Hogg and other student leaders may need to brush up on constitutional rights. As defined at Wikipedia, “Rights are legal, social, or ethical principles of freedom or entitlement; that is, rights are the fundamental normative rules about what is allowed of people or owed to people, according to some legal system, social convention, or ethical theory.”
Rights are not government-regulated privileges, nor should they be subject to a public vote, i.e. a popularity contest.
As reported by Axios.com, Hogg tweeted, “We know this seems ambitious given Washington’s apathy to decades of bloodshed in our schools, neighborhoods, and even our houses of worship… Policymakers have failed, so survivors are stepping up. The #PeacePlan is written by the generation that’s only ever known lockdown drills. But we WILL be the last.”
Hogg was all over social media Wednesday, and the reaction from Second Amendment activists was uniform, and derisive. Amy Hunter, spokesperson for the National Rifle Association, told Reuters, “The simple fact remains their proposals and ideas are out of the mainstream and most people will understand their real intent goes beyond what they publicly state.”
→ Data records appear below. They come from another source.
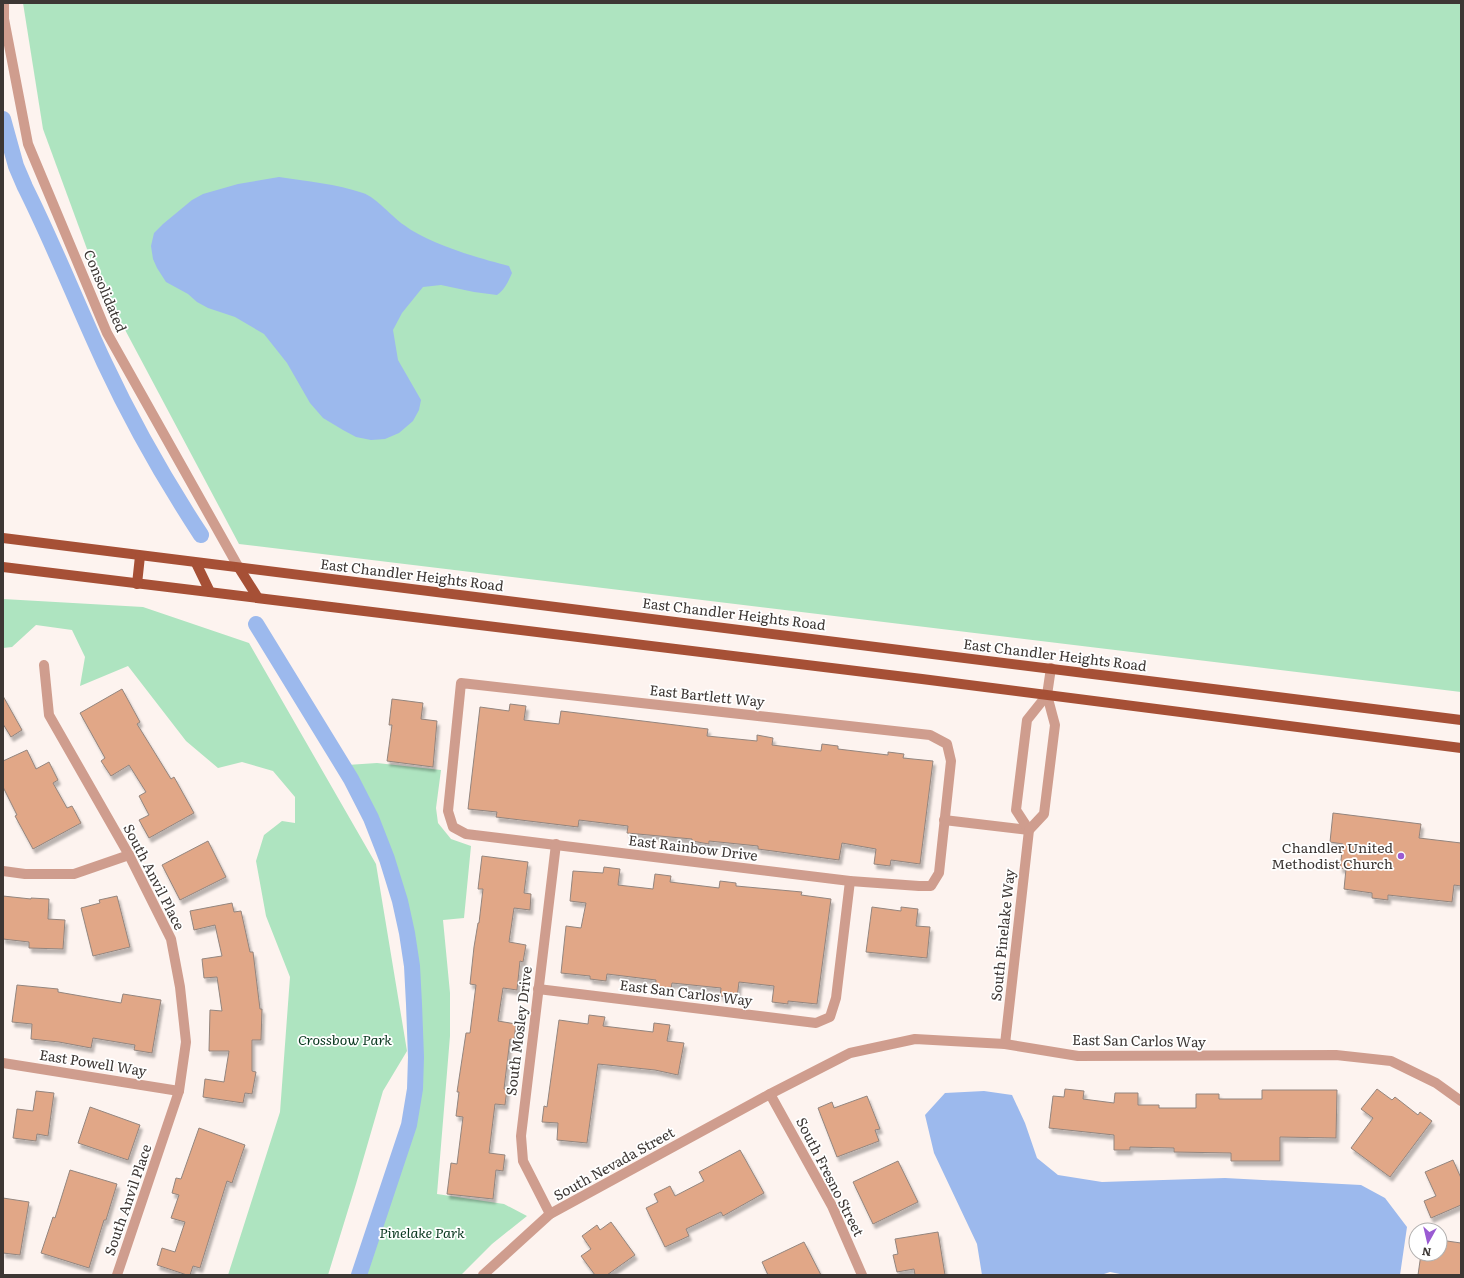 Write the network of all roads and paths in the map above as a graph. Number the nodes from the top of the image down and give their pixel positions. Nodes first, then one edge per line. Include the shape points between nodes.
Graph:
1 (4, 3) edge
2 (3, 538) edge
3 (140, 556) junction
4 (196, 563) junction
5 (3, 567) edge
6 (239, 568) junction
7 (137, 584) junction
8 (210, 592) junction
9 (258, 598) junction
10 (44, 665) dead end
11 (1051, 668) junction
12 (1047, 695) junction
13 (1461, 720) edge
14 (1461, 748) edge
15 (944, 820) junction
16 (453, 827) joint
17 (1029, 830) junction
18 (556, 844) junction
19 (129, 855) junction
20 (3, 871) edge
21 (850, 882) junction
22 (538, 989) junction
23 (1005, 1044) junction
24 (3, 1063) edge
25 (179, 1091) junction
26 (770, 1094) junction
27 (1461, 1101) edge
28 (550, 1214) junction
29 (117, 1275) edge
30 (483, 1275) edge
31 (862, 1275) edge

1 - 6 street, Consolidated via 4,19 28,144 107,333
2 - 3 main road, East Chandler Heights Road
3 - 4 main road, East Chandler Heights Road
3 - 7 main road
4 - 6 main road, East Chandler Heights Road
4 - 8 main road
5 - 7 main road
6 - 9 main road
6 - 11 main road, East Chandler Heights Road
7 - 8 main road
8 - 9 main road
9 - 12 main road
10 - 19 street, South Anvil Place via 49,715
11 - 12 street
11 - 13 main road, East Chandler Heights Road
12 - 14 main road
12 - 17 street via 1055,725 1044,814
12 - 17 street via 1027,720 1016,810
15 - 16 street, East Bartlett Way via 951,761 947,744 930,735 461,683 448,811
15 - 17 street
15 - 21 street, East Rainbow Drive via 939,873 931,886
16 - 18 street, East Rainbow Drive via 466,834
17 - 23 street, South Pinelake Way
18 - 21 street, East Rainbow Drive
18 - 22 street, South Mosley Drive
19 - 20 street via 74,874 26,874
19 - 25 street, South Anvil Place via 171,939 186,1042
21 - 22 street, East San Carlos Way via 836,998 830,1017 816,1023
22 - 28 street, South Mosley Drive via 521,1136 523,1161
23 - 26 street, East San Carlos Way via 915,1039 850,1053
23 - 27 street, East San Carlos Way via 1078,1056 1336,1055 1391,1061 1436,1083
24 - 25 street, East Powell Way
25 - 29 street, South Anvil Place
26 - 28 street, South Nevada Street
26 - 31 street, South Fresno Street via 832,1206
28 - 30 street, South Nevada Street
In the aftermath of last year’s Valentine’s Day mass shooting at the Florida high school, Hogg and a handful of other students achieved celebrity status, headlining a national protest that brought tens of thousands of people to the streets, demanding strict gun control policies. They quickly drew support from entrenched gun prohibition lobbying organizations.
But do their demands have a chance? They might with the slowly shrinking herd of Democrat presidential hopefuls, all of whom have supported some manner of gun control.
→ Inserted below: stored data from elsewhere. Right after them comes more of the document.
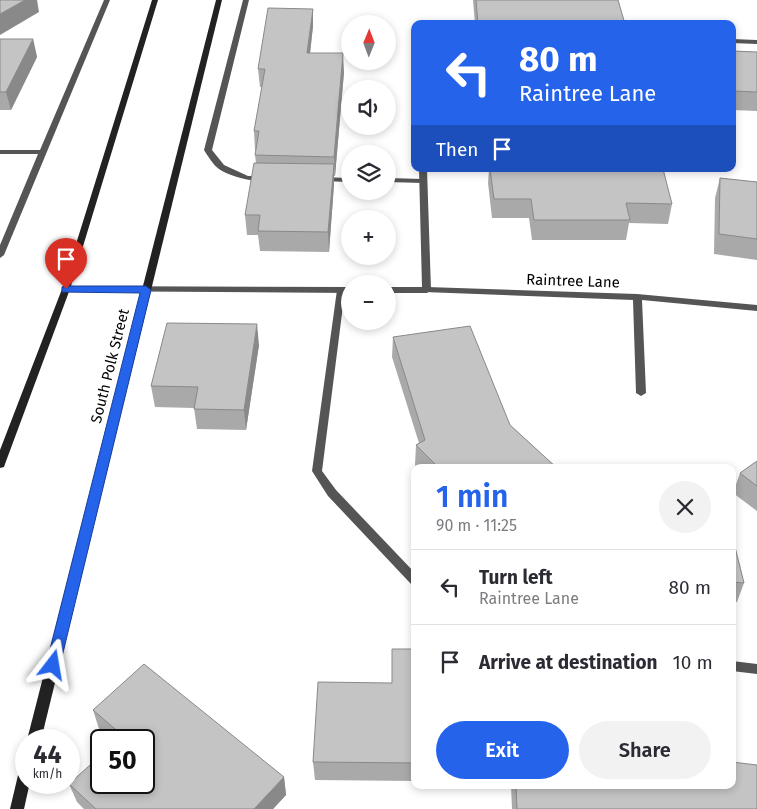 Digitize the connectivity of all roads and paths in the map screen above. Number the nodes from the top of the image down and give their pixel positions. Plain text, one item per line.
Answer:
1 (107, 0) edge
2 (154, 0) edge
3 (219, 0) edge
4 (246, 0) edge
5 (736, 40) edge
6 (757, 42) edge
7 (0, 152) edge
8 (43, 152) junction
9 (422, 172) edge
10 (275, 178) edge
11 (312, 179) edge
12 (341, 180) edge
13 (396, 180) edge
14 (423, 181) junction
15 (0, 255) edge
16 (66, 289) junction
17 (146, 290) junction
18 (341, 290) edge
19 (396, 290) edge
20 (427, 290) junction
21 (637, 297) junction
22 (757, 308) edge
23 (341, 321) edge
24 (641, 393) dead end
25 (0, 464) edge
26 (411, 577) edge
27 (736, 666) edge
28 (757, 669) edge
29 (37, 729) edge
30 (21, 794) edge
31 (17, 809) edge

1 - 8 street
2 - 16 main road
3 - 17 main road, South Polk Street
4 - 10 street
5 - 6 street
7 - 8 street
8 - 15 street
9 - 14 street
11 - 12 street
13 - 14 street
14 - 20 street
16 - 17 street
16 - 25 main road
17 - 18 street
17 - 29 main road, South Polk Street
19 - 20 street, Raintree Lane
20 - 21 street, Raintree Lane
21 - 22 street, Raintree Lane
21 - 24 street
23 - 26 street
27 - 28 street
30 - 31 main road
Wednesday evening, Washington State Gov. Jay Inslee withdrew from the campaign. Inslee’s campaign never gained traction with its single “climate change” message. Instead, the Associated Press is reporting that Inslee will seek a third term as governor in a state where there is growing resentment toward him and his party’s social policies. While Democrats still have a stranglehold in Seattle and along the I-5 corridor stretching from Bellingham to Olympia, and again around Vancouver on the Columbia River, much of the state is turning bright red over issues including taxes, rampant drug abuse and homelessness, and gun control. Inslee was supposed to be making an announcement about his future plans.
Many taxpayers are also unhappy about the state money he spent campaigning around the country because Washington State Troopers have had to travel with him to provide security. That cost the state millions of dollars and many Seattle Times readers are demanding that his campaign pay that back. They largely saw Inslee’s campaign as a vanity effort.
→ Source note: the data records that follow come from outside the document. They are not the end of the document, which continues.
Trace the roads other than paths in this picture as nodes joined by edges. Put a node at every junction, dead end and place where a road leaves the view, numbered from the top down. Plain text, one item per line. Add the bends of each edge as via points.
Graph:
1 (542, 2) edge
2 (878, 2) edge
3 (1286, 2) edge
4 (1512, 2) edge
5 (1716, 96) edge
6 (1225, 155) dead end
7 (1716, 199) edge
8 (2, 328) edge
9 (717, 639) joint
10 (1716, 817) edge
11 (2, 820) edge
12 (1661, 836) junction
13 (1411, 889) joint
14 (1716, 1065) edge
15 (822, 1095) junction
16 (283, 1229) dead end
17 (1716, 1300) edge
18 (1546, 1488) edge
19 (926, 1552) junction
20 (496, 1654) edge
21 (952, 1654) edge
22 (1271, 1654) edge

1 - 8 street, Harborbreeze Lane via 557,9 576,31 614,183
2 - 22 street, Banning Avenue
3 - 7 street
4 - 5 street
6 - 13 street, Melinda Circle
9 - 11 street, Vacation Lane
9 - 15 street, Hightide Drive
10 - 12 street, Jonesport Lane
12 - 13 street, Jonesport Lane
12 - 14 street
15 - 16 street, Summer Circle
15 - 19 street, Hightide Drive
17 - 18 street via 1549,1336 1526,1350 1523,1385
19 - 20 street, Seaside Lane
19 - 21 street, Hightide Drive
Inslee’s support for gun control could become a key issue in a third-term run. Two Republican candidates now campaigning for the governor’s office are avowed pro-rights advocates. Ammoland News has profiled both men, State Sen. Phil Fortunato and Republic Police Chief Loren Culp.
Inslee did support two gun control initiatives in recent years, both bankrolled by the billionaire-backed Alliance for Gun Responsibility, a Seattle-based gun prohibition lobbying group.
Initiative 1639, passed by voters last November, raised the age for purchasing a semi-auto rifle to 21 and created a definition of a “semiautomatic assault rifle” that applies to every self-loading rifle that has ever been manufactured. Provisions of the measure are now being challenged in federal court by the Second Amendment Foundation and National Rifle Association.